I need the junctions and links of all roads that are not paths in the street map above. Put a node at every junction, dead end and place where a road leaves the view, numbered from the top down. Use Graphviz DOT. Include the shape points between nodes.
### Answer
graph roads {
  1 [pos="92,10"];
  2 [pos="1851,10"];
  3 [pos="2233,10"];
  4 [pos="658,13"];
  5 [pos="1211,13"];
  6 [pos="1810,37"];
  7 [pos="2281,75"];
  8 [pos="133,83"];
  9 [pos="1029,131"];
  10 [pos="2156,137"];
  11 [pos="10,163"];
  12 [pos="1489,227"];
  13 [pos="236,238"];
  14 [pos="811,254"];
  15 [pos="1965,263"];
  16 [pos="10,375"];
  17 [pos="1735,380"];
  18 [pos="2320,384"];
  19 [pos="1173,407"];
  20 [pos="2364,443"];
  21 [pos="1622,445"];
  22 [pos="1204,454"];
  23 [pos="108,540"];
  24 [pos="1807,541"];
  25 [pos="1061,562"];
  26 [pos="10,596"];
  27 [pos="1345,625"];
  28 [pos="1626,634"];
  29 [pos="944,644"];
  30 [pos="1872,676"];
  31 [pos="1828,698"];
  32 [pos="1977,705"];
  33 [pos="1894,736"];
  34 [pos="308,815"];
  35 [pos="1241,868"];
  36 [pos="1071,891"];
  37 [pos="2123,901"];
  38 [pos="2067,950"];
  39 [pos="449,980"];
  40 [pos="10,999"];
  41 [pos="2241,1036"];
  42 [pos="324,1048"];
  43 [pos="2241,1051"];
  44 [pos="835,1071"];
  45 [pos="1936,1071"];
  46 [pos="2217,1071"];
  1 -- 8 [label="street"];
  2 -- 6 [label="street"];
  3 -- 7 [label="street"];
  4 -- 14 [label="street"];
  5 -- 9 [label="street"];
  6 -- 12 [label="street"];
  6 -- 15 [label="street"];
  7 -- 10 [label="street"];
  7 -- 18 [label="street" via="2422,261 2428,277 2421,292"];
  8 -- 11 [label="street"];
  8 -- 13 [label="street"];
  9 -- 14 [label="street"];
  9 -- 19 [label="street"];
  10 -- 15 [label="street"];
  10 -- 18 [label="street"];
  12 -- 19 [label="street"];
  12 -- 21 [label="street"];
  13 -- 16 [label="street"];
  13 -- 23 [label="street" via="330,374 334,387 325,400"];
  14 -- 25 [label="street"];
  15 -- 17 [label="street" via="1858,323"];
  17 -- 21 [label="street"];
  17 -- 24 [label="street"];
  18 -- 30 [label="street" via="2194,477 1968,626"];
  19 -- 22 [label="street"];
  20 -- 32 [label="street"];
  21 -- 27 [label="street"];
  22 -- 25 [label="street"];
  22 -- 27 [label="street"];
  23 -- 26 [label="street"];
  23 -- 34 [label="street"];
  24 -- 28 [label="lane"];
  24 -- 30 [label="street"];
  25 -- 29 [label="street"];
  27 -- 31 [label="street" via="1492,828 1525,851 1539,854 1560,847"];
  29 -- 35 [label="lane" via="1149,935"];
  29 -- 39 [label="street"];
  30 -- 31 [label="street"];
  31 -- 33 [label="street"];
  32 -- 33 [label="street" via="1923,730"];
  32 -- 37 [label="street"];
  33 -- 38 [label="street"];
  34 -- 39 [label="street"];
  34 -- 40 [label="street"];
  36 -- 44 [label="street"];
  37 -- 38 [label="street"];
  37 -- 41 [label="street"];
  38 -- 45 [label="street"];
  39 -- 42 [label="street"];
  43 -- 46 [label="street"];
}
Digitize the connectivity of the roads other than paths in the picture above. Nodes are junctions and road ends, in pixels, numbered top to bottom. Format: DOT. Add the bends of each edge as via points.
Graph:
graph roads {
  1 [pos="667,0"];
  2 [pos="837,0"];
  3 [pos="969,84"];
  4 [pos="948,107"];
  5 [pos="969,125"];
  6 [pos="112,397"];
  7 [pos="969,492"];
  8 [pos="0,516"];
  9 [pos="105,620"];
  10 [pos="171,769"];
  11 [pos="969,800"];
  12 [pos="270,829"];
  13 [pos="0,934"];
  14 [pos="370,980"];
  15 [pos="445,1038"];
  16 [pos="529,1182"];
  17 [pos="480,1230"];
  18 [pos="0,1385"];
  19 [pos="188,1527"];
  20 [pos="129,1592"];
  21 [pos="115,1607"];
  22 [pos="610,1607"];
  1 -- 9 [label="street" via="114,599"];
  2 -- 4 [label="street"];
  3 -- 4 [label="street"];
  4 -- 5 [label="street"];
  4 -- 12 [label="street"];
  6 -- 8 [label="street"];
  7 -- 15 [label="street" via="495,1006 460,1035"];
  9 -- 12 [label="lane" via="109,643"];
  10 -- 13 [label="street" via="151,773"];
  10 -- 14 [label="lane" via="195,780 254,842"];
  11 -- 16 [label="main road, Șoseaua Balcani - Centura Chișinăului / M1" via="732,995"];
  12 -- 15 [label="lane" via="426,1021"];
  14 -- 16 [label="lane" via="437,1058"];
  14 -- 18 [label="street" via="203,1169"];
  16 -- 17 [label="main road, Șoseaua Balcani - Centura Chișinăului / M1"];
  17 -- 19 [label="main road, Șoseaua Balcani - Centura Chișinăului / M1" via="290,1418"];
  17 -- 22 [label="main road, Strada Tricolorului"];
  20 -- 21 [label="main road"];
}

▬▬▬▬▬▬▬▬▬▬

__Prompt__.
An exact repetition of the data above is all that is needed.

__Exercise response__.
I need the junctions and links of all roads that are not paths in the street map above. Put a node at every junction, dead end and place where a road leaves the view, numbered from the top down. Use Graphviz DOT. Include the shape points between nodes.
### Answer
graph roads {
  1 [pos="92,10"];
  2 [pos="1851,10"];
  3 [pos="2233,10"];
  4 [pos="658,13"];
  5 [pos="1211,13"];
  6 [pos="1810,37"];
  7 [pos="2281,75"];
  8 [pos="133,83"];
  9 [pos="1029,131"];
  10 [pos="2156,137"];
  11 [pos="10,163"];
  12 [pos="1489,227"];
  13 [pos="236,238"];
  14 [pos="811,254"];
  15 [pos="1965,263"];
  16 [pos="10,375"];
  17 [pos="1735,380"];
  18 [pos="2320,384"];
  19 [pos="1173,407"];
  20 [pos="2364,443"];
  21 [pos="1622,445"];
  22 [pos="1204,454"];
  23 [pos="108,540"];
  24 [pos="1807,541"];
  25 [pos="1061,562"];
  26 [pos="10,596"];
  27 [pos="1345,625"];
  28 [pos="1626,634"];
  29 [pos="944,644"];
  30 [pos="1872,676"];
  31 [pos="1828,698"];
  32 [pos="1977,705"];
  33 [pos="1894,736"];
  34 [pos="308,815"];
  35 [pos="1241,868"];
  36 [pos="1071,891"];
  37 [pos="2123,901"];
  38 [pos="2067,950"];
  39 [pos="449,980"];
  40 [pos="10,999"];
  41 [pos="2241,1036"];
  42 [pos="324,1048"];
  43 [pos="2241,1051"];
  44 [pos="835,1071"];
  45 [pos="1936,1071"];
  46 [pos="2217,1071"];
  1 -- 8 [label="street"];
  2 -- 6 [label="street"];
  3 -- 7 [label="street"];
  4 -- 14 [label="street"];
  5 -- 9 [label="street"];
  6 -- 12 [label="street"];
  6 -- 15 [label="street"];
  7 -- 10 [label="street"];
  7 -- 18 [label="street" via="2422,261 2428,277 2421,292"];
  8 -- 11 [label="street"];
  8 -- 13 [label="street"];
  9 -- 14 [label="street"];
  9 -- 19 [label="street"];
  10 -- 15 [label="street"];
  10 -- 18 [label="street"];
  12 -- 19 [label="street"];
  12 -- 21 [label="street"];
  13 -- 16 [label="street"];
  13 -- 23 [label="street" via="330,374 334,387 325,400"];
  14 -- 25 [label="street"];
  15 -- 17 [label="street" via="1858,323"];
  17 -- 21 [label="street"];
  17 -- 24 [label="street"];
  18 -- 30 [label="street" via="2194,477 1968,626"];
  19 -- 22 [label="street"];
  20 -- 32 [label="street"];
  21 -- 27 [label="street"];
  22 -- 25 [label="street"];
  22 -- 27 [label="street"];
  23 -- 26 [label="street"];
  23 -- 34 [label="street"];
  24 -- 28 [label="lane"];
  24 -- 30 [label="street"];
  25 -- 29 [label="street"];
  27 -- 31 [label="street" via="1492,828 1525,851 1539,854 1560,847"];
  29 -- 35 [label="lane" via="1149,935"];
  29 -- 39 [label="street"];
  30 -- 31 [label="street"];
  31 -- 33 [label="street"];
  32 -- 33 [label="street" via="1923,730"];
  32 -- 37 [label="street"];
  33 -- 38 [label="street"];
  34 -- 39 [label="street"];
  34 -- 40 [label="street"];
  36 -- 44 [label="street"];
  37 -- 38 [label="street"];
  37 -- 41 [label="street"];
  38 -- 45 [label="street"];
  39 -- 42 [label="street"];
  43 -- 46 [label="street"];
}
Digitize the connectivity of the roads other than paths in the picture above. Nodes are junctions and road ends, in pixels, numbered top to bottom. Format: DOT. Add the bends of each edge as via points.
Graph:
graph roads {
  1 [pos="667,0"];
  2 [pos="837,0"];
  3 [pos="969,84"];
  4 [pos="948,107"];
  5 [pos="969,125"];
  6 [pos="112,397"];
  7 [pos="969,492"];
  8 [pos="0,516"];
  9 [pos="105,620"];
  10 [pos="171,769"];
  11 [pos="969,800"];
  12 [pos="270,829"];
  13 [pos="0,934"];
  14 [pos="370,980"];
  15 [pos="445,1038"];
  16 [pos="529,1182"];
  17 [pos="480,1230"];
  18 [pos="0,1385"];
  19 [pos="188,1527"];
  20 [pos="129,1592"];
  21 [pos="115,1607"];
  22 [pos="610,1607"];
  1 -- 9 [label="street" via="114,599"];
  2 -- 4 [label="street"];
  3 -- 4 [label="street"];
  4 -- 5 [label="street"];
  4 -- 12 [label="street"];
  6 -- 8 [label="street"];
  7 -- 15 [label="street" via="495,1006 460,1035"];
  9 -- 12 [label="lane" via="109,643"];
  10 -- 13 [label="street" via="151,773"];
  10 -- 14 [label="lane" via="195,780 254,842"];
  11 -- 16 [label="main road, Șoseaua Balcani - Centura Chișinăului / M1" via="732,995"];
  12 -- 15 [label="lane" via="426,1021"];
  14 -- 16 [label="lane" via="437,1058"];
  14 -- 18 [label="street" via="203,1169"];
  16 -- 17 [label="main road, Șoseaua Balcani - Centura Chișinăului / M1"];
  17 -- 19 [label="main road, Șoseaua Balcani - Centura Chișinăului / M1" via="290,1418"];
  17 -- 22 [label="main road, Strada Tricolorului"];
  20 -- 21 [label="main road"];
}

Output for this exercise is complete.